» **What this task involves**: How many lines in the data below contain the string "Edwards"? State that number only.

» **Data provided**:

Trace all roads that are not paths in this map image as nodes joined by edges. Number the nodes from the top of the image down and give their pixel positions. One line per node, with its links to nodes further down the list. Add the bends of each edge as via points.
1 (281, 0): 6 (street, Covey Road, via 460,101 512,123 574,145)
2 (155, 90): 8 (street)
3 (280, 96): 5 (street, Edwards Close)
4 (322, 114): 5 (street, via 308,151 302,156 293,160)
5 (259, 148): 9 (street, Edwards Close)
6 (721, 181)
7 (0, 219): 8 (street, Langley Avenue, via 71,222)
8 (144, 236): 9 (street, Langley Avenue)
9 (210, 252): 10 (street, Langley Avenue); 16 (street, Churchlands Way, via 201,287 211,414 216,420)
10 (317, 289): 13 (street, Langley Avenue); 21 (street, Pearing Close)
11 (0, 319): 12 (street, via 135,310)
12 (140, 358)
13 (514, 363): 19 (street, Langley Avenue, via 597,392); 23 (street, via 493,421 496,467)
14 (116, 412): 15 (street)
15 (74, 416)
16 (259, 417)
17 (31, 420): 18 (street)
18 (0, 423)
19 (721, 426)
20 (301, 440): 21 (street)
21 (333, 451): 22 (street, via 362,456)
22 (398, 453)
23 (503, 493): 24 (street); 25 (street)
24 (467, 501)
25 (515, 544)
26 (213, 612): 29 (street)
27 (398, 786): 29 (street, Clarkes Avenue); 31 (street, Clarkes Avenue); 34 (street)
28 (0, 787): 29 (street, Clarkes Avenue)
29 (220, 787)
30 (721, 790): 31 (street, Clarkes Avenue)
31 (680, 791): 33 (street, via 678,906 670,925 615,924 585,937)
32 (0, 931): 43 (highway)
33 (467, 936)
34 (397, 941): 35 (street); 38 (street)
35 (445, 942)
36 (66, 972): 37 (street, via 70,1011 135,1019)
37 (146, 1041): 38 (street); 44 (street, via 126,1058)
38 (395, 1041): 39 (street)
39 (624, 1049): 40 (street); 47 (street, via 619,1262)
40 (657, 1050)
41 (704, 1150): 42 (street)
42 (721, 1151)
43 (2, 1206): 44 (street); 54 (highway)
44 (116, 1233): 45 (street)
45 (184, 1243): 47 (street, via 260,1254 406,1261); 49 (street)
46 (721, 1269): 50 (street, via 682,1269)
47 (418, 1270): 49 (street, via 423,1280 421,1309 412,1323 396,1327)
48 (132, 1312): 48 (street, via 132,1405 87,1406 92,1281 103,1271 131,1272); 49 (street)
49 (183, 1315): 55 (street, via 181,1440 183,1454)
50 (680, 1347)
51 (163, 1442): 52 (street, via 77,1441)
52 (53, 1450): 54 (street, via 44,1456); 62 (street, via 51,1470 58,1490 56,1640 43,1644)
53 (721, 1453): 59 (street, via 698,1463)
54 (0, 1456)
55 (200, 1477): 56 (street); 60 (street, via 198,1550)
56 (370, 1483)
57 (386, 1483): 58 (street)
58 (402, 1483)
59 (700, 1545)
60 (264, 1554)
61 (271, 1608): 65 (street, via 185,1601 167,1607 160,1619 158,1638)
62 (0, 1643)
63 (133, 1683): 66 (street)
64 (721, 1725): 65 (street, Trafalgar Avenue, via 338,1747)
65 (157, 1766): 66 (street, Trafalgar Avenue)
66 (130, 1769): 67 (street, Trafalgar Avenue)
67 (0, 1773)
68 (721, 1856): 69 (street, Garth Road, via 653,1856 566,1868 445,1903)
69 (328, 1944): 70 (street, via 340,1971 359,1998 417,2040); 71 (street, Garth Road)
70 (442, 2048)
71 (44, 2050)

» **Exercise result**: 2